Won through open international competition in 2017, the Black Country Living Museum visitor centre is Napier Clarke’s first major public project. The building acts a gateway to the £30 million reimagination and densification of the museum’s site. It helps extend the cultural site’s narrative from the dawn of the industrial revolution to the post-war consumerism and concrete brutalism of the 1960s when the museum first opened.
The visitor centre is a new hub at the entrance to the museum, located on the vintage tram turning circle at the upper end of the site. The building is designed to welcome visitors and encourage them to understand and explore the collections that stretch from the building down the valley to the historic mine shafts and canal arm at the bottom.
The visitor centre’s design is structured as three contemporary, staggered black roofs. Open at both ends, the building is a play on the local vernacular and industrial heritage found within the open-air museum and across the Black Country. The standing seam zinc envelope and repeated gables evoke the tin sheds and workshop scale in which the region’s coalmining, glass, brick, iron and steel-making began.

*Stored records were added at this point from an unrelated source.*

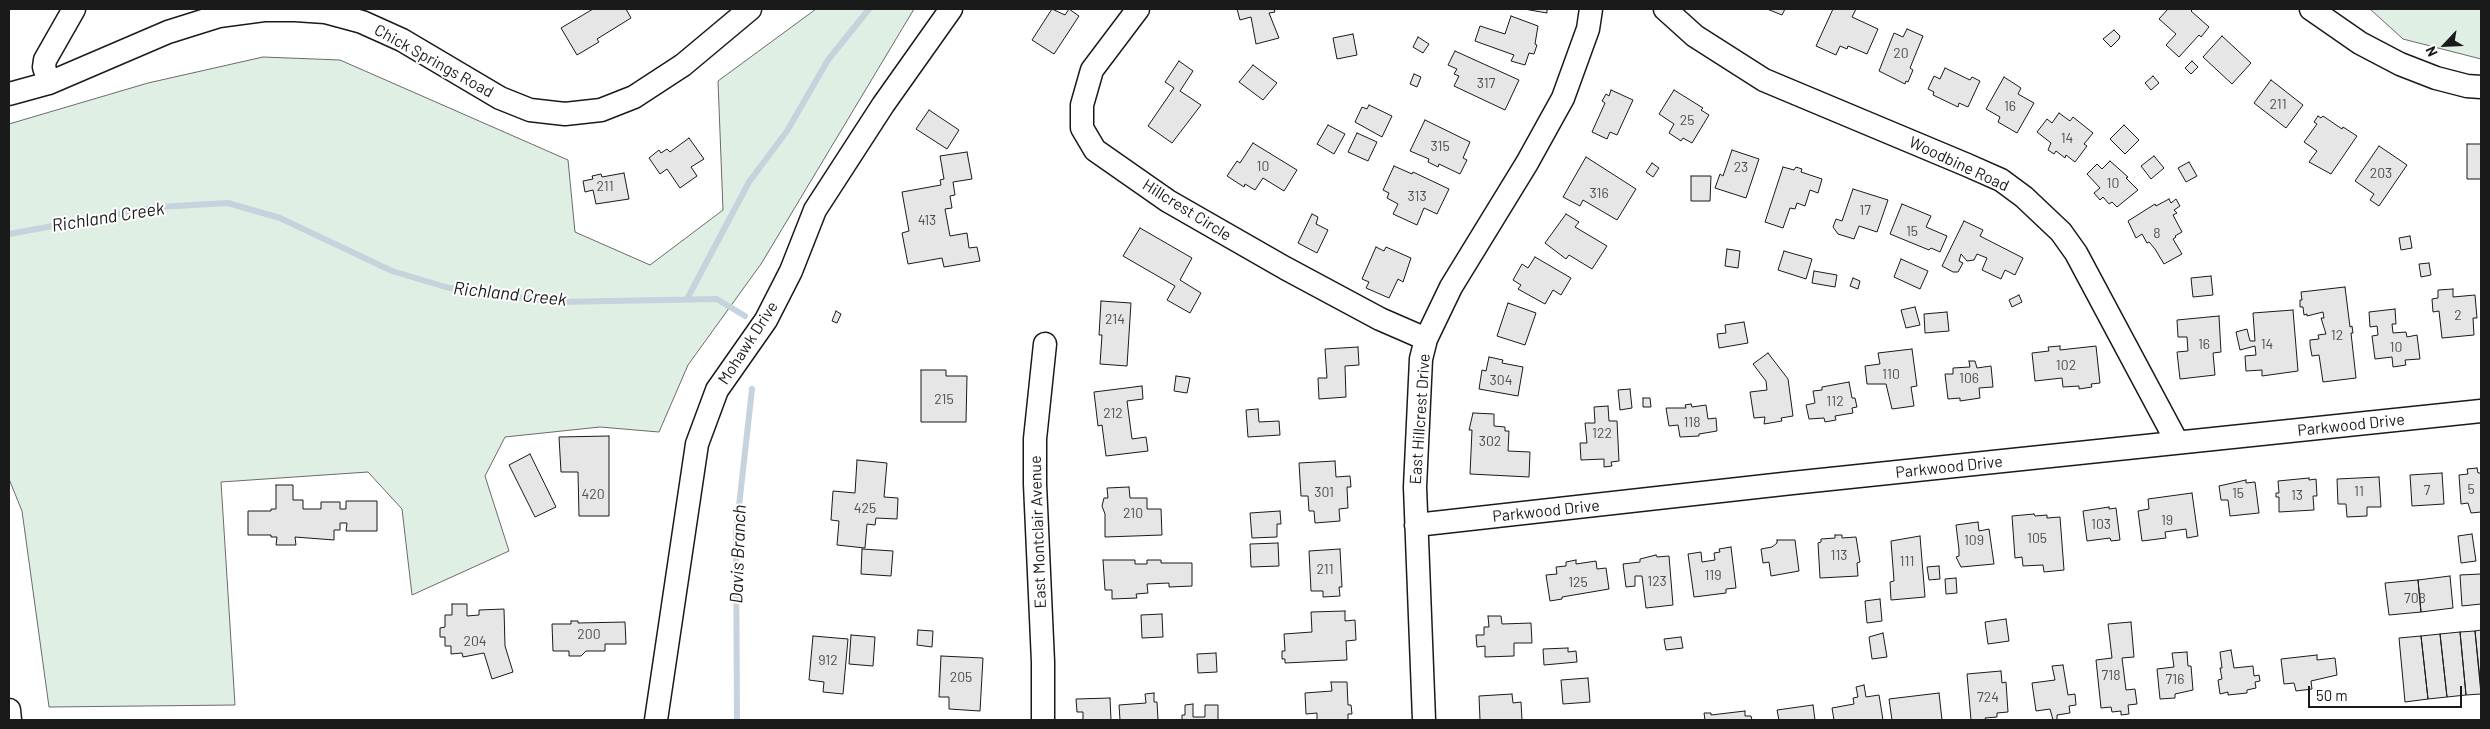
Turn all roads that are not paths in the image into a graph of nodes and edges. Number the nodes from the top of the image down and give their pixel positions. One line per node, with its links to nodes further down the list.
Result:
1 (74, 9): 8 (street)
2 (750, 9): 8 (street, Chick Springs Road)
3 (951, 9): 18 (street, Mohawk Drive)
4 (1138, 9): 11 (street, Hillcrest Circle)
5 (1591, 9): 11 (street, East Hillcrest Drive)
6 (1665, 9): 14 (street, Woodbine Road)
7 (2310, 9): 9 (street)
8 (49, 84): 10 (street, Chick Springs Road)
9 (2481, 87)
10 (9, 94)
11 (1426, 339): 15 (street, East Hillcrest Drive)
12 (1045, 344): 19 (street, East Montclair Avenue)
13 (2481, 411): 14 (street, Parkwood Drive)
14 (2177, 442): 15 (street, Parkwood Drive)
15 (1416, 525): 20 (street, East Hillcrest Drive)
16 (9, 710): 17 (street)
17 (10, 720)
18 (656, 720)
19 (1043, 720)
20 (1424, 720)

Once inside, the vaulted roofs open into a connected space arranged as a reception atrium, shop and restaurant, while incorporating all other visitor facilities. The design uses a refined triangulated steel structure, again recalling the area’s heritage. Timber infill panels and aluminium wall finishes create a calm uplifting interior that is also renewable, recyclable or reusable. Materials are self-finishing to minimise waste. The building has been carefully designed to be naturally ventilated through automatic operable windows and its striking external windcatcher chimneys that pull and circulate the air. These support the air source heat pump underfloor heating system and a fully electric, zero-fossil fuel, super-insulated, high-performance building.

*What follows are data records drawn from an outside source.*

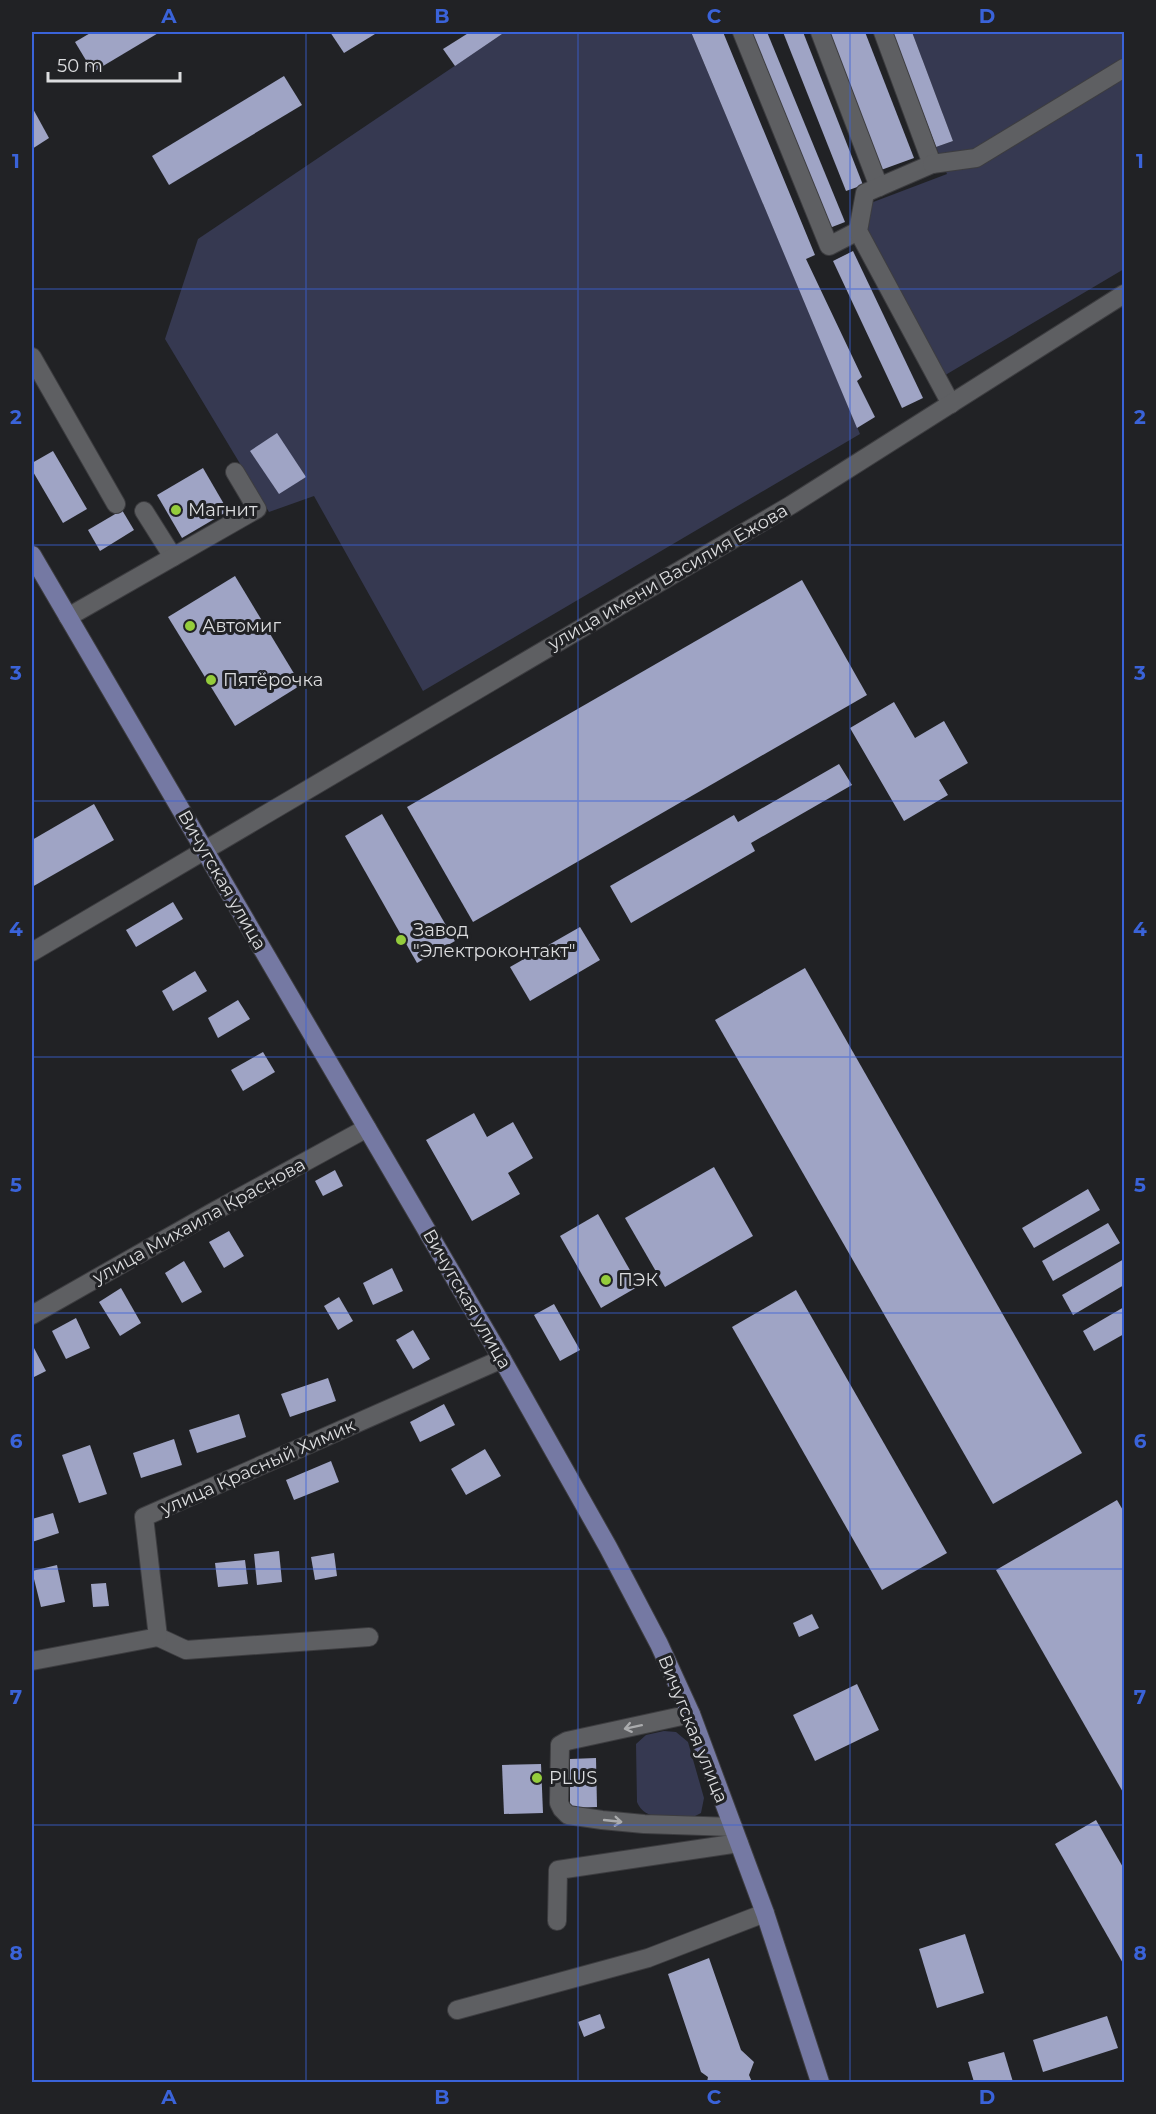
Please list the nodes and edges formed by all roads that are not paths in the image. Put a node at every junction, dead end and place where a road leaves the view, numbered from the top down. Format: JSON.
{"nodes":[{"id":1,"x":742,"y":32,"type":"edge"},
{"id":2,"x":820,"y":32,"type":"edge"},
{"id":3,"x":883,"y":32,"type":"edge"},
{"id":4,"x":1125,"y":68,"type":"edge"},
{"id":5,"x":932,"y":164,"type":"junction"},
{"id":6,"x":879,"y":187,"type":"junction"},
{"id":7,"x":858,"y":231,"type":"junction"},
{"id":8,"x":1125,"y":294,"type":"edge"},
{"id":9,"x":32,"y":357,"type":"edge"},
{"id":10,"x":951,"y":404,"type":"junction"},
{"id":11,"x":235,"y":472,"type":"dead end"},
{"id":12,"x":116,"y":504,"type":"dead end"},
{"id":13,"x":144,"y":511,"type":"dead end"},
{"id":14,"x":32,"y":555,"type":"edge"},
{"id":15,"x":173,"y":557,"type":"junction"},
{"id":16,"x":68,"y":617,"type":"junction"},
{"id":17,"x":204,"y":849,"type":"junction"},
{"id":18,"x":32,"y":952,"type":"edge"},
{"id":19,"x":367,"y":1128,"type":"junction"},
{"id":20,"x":32,"y":1315,"type":"edge"},
{"id":21,"x":502,"y":1359,"type":"junction"},
{"id":22,"x":158,"y":1637,"type":"junction"},
{"id":23,"x":369,"y":1637,"type":"dead end"},
{"id":24,"x":32,"y":1661,"type":"edge"},
{"id":25,"x":691,"y":1714,"type":"junction"},
{"id":26,"x":736,"y":1835,"type":"junction"},
{"id":27,"x":765,"y":1913,"type":"junction"},
{"id":28,"x":557,"y":1922,"type":"dead end"},
{"id":29,"x":457,"y":2010,"type":"dead end"},
{"id":30,"x":820,"y":2082,"type":"edge"}],
"edges":[{"from":1,"to":7,"type":"street"},
{"from":2,"to":6,"type":"street"},
{"from":3,"to":5,"type":"street"},
{"from":4,"to":5,"type":"street"},
{"from":5,"to":6,"type":"street"},
{"from":6,"to":7,"type":"street"},
{"from":7,"to":10,"type":"street"},
{"from":8,"to":10,"type":"street","name":"улица имени Василия Ежова"},
{"from":9,"to":12,"type":"street"},
{"from":10,"to":17,"type":"street","name":"улица имени Василия Ежова"},
{"from":11,"to":15,"type":"street"},
{"from":13,"to":15,"type":"street"},
{"from":14,"to":16,"type":"main road","name":"Вичугская улица"},
{"from":15,"to":16,"type":"street"},
{"from":16,"to":17,"type":"main road","name":"Вичугская улица"},
{"from":17,"to":18,"type":"street","name":"улица имени Василия Ежова"},
{"from":17,"to":19,"type":"main road","name":"Вичугская улица"},
{"from":19,"to":20,"type":"street","name":"улица Михаила Краснова"},
{"from":19,"to":21,"type":"main road","name":"Вичугская улица"},
{"from":21,"to":22,"type":"street","name":"улица Красный Химик"},
{"from":21,"to":25,"type":"main road","name":"Вичугская улица"},
{"from":22,"to":23,"type":"street"},
{"from":22,"to":24,"type":"street"},
{"from":25,"to":26,"type":"main road","name":"Вичугская улица"},
{"from":25,"to":26,"type":"street","one_way":true},
{"from":26,"to":27,"type":"main road","name":"Вичугская улица"},
{"from":26,"to":28,"type":"street"},
{"from":27,"to":29,"type":"street"},
{"from":27,"to":30,"type":"main road","name":"Вичугская улица"}]}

The cantilevered deck to the rear becomes a platform for visitors to enjoy unobstructed views over the wooded valley and museum’s exhibits. Meanwhile, the lower level is dug into the sloping topography of the site. The textures intentionally change externally and internally to create a different atmosphere from lightweight steel and timber to chunkier, smoky dark brick. These bed the building into the site, reducing its scale and footprint as well as help to mediate the building’s temperature. A large internal space on the lower ground floor can be used flexibly – for the ticketing, exhibitions and cultural programming. From there visitors then burst out into the reconstructed and expanded museum landscape.
2024 RIBA Regional Award, West Midlands
2024 Civic Trust Awards – Winner – Highly commended
2023 AJ Awards, Civic building – Shortlist
2023 Brick Awards, Public Building – Winner
Case study: Black Country Living by Napier Clarke Architects (architectsjournal.co.uk)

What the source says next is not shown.